##### Task inputs

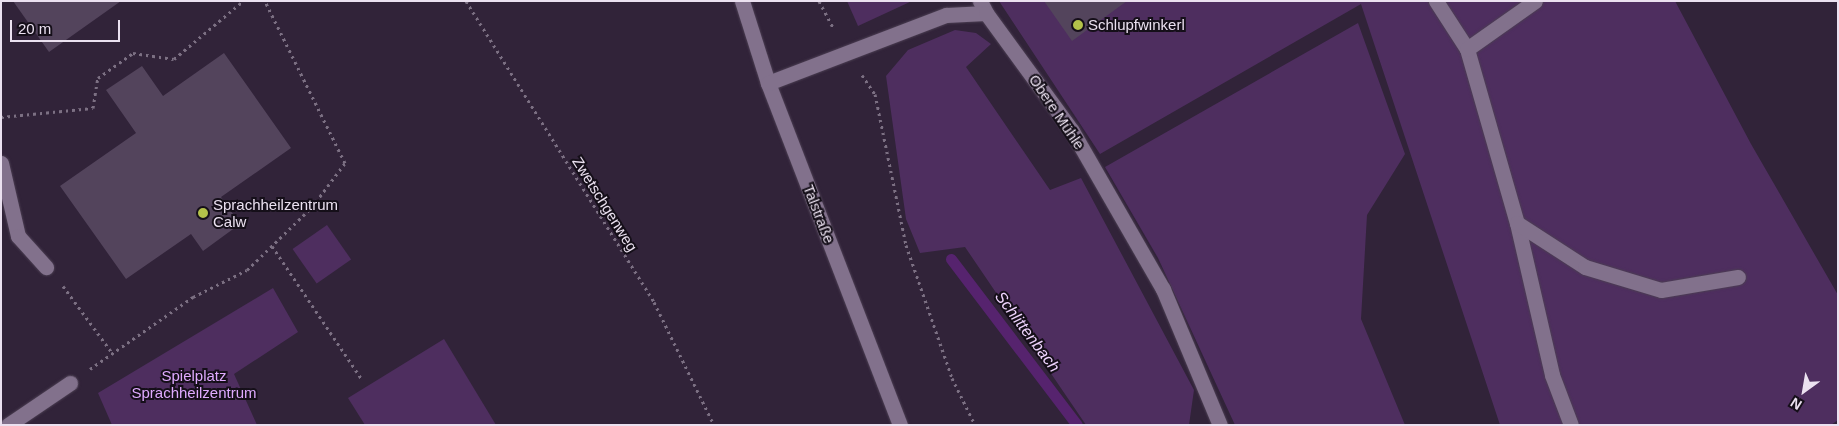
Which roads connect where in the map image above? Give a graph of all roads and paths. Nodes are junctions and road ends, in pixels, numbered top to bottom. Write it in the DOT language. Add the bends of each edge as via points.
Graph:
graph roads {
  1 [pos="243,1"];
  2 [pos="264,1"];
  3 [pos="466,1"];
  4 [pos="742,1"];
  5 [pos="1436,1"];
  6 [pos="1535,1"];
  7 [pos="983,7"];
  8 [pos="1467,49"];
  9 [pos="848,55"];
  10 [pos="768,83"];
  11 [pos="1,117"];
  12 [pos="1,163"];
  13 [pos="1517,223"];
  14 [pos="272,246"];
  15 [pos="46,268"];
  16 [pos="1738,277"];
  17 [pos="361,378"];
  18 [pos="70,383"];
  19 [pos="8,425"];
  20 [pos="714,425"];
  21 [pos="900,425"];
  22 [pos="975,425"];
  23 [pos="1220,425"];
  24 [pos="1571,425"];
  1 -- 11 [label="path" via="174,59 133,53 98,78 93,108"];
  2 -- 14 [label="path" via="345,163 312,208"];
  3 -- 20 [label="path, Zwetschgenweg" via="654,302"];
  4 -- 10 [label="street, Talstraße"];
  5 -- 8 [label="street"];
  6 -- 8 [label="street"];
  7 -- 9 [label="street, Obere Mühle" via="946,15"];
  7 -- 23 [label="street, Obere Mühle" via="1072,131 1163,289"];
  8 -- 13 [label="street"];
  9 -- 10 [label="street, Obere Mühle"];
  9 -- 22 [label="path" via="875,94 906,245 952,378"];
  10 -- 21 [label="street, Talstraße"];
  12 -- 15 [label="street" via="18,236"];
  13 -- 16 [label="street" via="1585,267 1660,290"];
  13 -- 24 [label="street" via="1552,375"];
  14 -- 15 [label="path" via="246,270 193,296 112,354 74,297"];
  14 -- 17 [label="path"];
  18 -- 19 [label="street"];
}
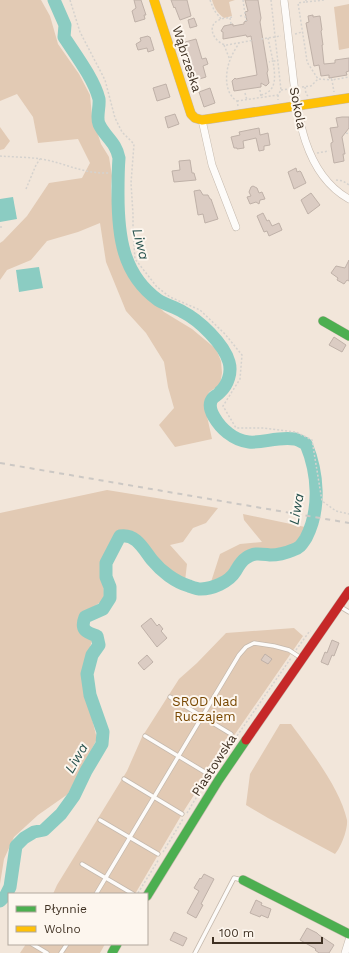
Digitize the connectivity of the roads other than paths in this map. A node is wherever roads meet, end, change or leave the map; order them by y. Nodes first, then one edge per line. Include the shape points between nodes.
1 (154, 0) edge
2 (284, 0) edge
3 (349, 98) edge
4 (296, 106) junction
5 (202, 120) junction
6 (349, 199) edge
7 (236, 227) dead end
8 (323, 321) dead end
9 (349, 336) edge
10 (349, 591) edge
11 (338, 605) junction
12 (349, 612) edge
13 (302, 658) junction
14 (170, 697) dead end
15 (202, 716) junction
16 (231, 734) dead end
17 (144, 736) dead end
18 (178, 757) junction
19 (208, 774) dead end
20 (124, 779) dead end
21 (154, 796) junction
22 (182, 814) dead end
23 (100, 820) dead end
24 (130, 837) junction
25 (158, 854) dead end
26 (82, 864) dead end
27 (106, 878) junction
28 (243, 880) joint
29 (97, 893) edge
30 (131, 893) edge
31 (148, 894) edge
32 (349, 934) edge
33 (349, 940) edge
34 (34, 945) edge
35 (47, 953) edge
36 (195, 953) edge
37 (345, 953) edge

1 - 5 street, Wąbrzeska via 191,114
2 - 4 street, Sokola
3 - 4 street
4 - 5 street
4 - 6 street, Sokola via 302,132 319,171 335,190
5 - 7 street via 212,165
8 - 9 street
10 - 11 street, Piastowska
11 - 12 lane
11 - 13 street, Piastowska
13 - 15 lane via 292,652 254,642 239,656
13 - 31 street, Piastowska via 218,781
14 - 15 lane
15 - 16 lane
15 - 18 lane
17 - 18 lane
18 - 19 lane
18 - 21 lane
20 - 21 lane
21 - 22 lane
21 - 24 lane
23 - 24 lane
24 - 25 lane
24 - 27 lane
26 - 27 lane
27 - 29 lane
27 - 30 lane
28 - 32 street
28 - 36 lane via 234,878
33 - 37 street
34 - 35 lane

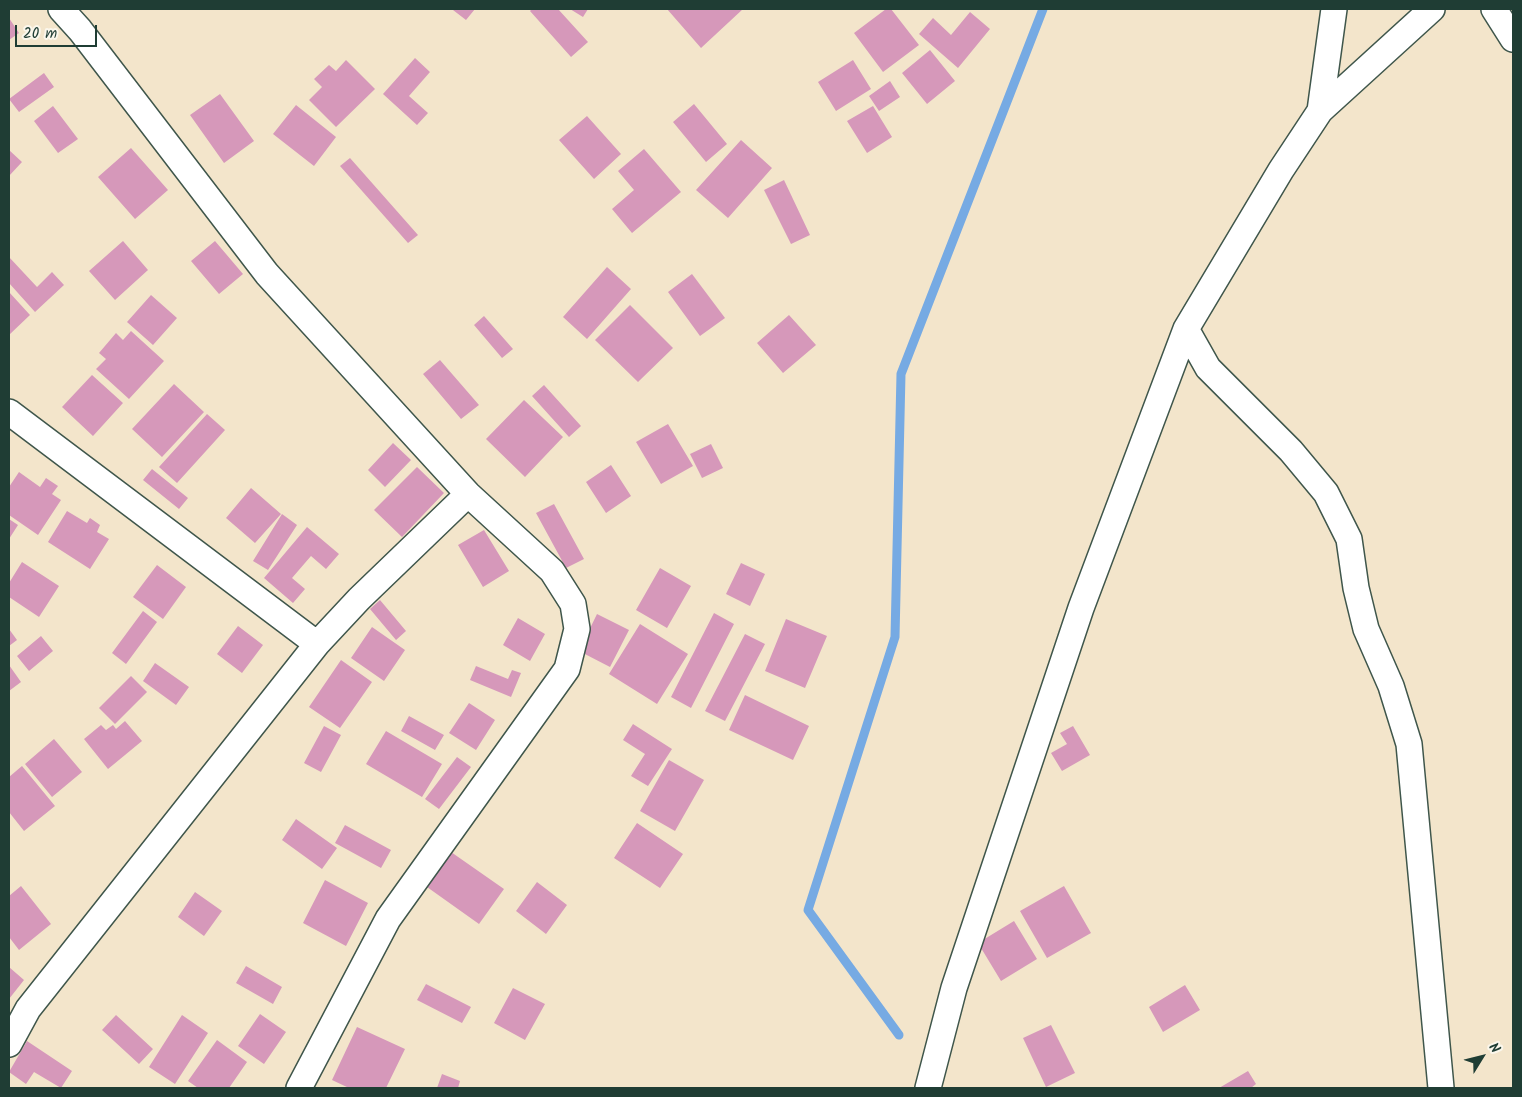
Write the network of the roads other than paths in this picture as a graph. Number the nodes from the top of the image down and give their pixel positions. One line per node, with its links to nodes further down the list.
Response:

##########

== The problem ==
In the answer, the entries must appear exactly as above, without the images.

== Your solution ==
Which roads connect where in the map image above? Give a graph of all roads and paths. Nodes are junctions and road ends, in pixels, numbered top to bottom. Write it in the DOT language. Add the bends of each edge as via points.
Graph:
graph roads {
  1 [pos="243,1"];
  2 [pos="264,1"];
  3 [pos="466,1"];
  4 [pos="742,1"];
  5 [pos="1436,1"];
  6 [pos="1535,1"];
  7 [pos="983,7"];
  8 [pos="1467,49"];
  9 [pos="848,55"];
  10 [pos="768,83"];
  11 [pos="1,117"];
  12 [pos="1,163"];
  13 [pos="1517,223"];
  14 [pos="272,246"];
  15 [pos="46,268"];
  16 [pos="1738,277"];
  17 [pos="361,378"];
  18 [pos="70,383"];
  19 [pos="8,425"];
  20 [pos="714,425"];
  21 [pos="900,425"];
  22 [pos="975,425"];
  23 [pos="1220,425"];
  24 [pos="1571,425"];
  1 -- 11 [label="path" via="174,59 133,53 98,78 93,108"];
  2 -- 14 [label="path" via="345,163 312,208"];
  3 -- 20 [label="path, Zwetschgenweg" via="654,302"];
  4 -- 10 [label="street, Talstraße"];
  5 -- 8 [label="street"];
  6 -- 8 [label="street"];
  7 -- 9 [label="street, Obere Mühle" via="946,15"];
  7 -- 23 [label="street, Obere Mühle" via="1072,131 1163,289"];
  8 -- 13 [label="street"];
  9 -- 10 [label="street, Obere Mühle"];
  9 -- 22 [label="path" via="875,94 906,245 952,378"];
  10 -- 21 [label="street, Talstraße"];
  12 -- 15 [label="street" via="18,236"];
  13 -- 16 [label="street" via="1585,267 1660,290"];
  13 -- 24 [label="street" via="1552,375"];
  14 -- 15 [label="path" via="246,270 193,296 112,354 74,297"];
  14 -- 17 [label="path"];
  18 -- 19 [label="street"];
}
Digitize the connectivity of the roads other than paths in this map. A node is wherever roads meet, end, change or leave the map; order them by y. Nodes first, then one edge per line. Include the shape points between nodes.
1 (154, 0) edge
2 (284, 0) edge
3 (349, 98) edge
4 (296, 106) junction
5 (202, 120) junction
6 (349, 199) edge
7 (236, 227) dead end
8 (323, 321) dead end
9 (349, 336) edge
10 (349, 591) edge
11 (338, 605) junction
12 (349, 612) edge
13 (302, 658) junction
14 (170, 697) dead end
15 (202, 716) junction
16 (231, 734) dead end
17 (144, 736) dead end
18 (178, 757) junction
19 (208, 774) dead end
20 (124, 779) dead end
21 (154, 796) junction
22 (182, 814) dead end
23 (100, 820) dead end
24 (130, 837) junction
25 (158, 854) dead end
26 (82, 864) dead end
27 (106, 878) junction
28 (243, 880) joint
29 (97, 893) edge
30 (131, 893) edge
31 (148, 894) edge
32 (349, 934) edge
33 (349, 940) edge
34 (34, 945) edge
35 (47, 953) edge
36 (195, 953) edge
37 (345, 953) edge

1 - 5 street, Wąbrzeska via 191,114
2 - 4 street, Sokola
3 - 4 street
4 - 5 street
4 - 6 street, Sokola via 302,132 319,171 335,190
5 - 7 street via 212,165
8 - 9 street
10 - 11 street, Piastowska
11 - 12 lane
11 - 13 street, Piastowska
13 - 15 lane via 292,652 254,642 239,656
13 - 31 street, Piastowska via 218,781
14 - 15 lane
15 - 16 lane
15 - 18 lane
17 - 18 lane
18 - 19 lane
18 - 21 lane
20 - 21 lane
21 - 22 lane
21 - 24 lane
23 - 24 lane
24 - 25 lane
24 - 27 lane
26 - 27 lane
27 - 29 lane
27 - 30 lane
28 - 32 street
28 - 36 lane via 234,878
33 - 37 street
34 - 35 lane

Write the network of the roads other than paths in this picture as a graph. Number the nodes from the top of the image down and give their pixel positions. One line per node, with its links to nodes further down the list.
Response:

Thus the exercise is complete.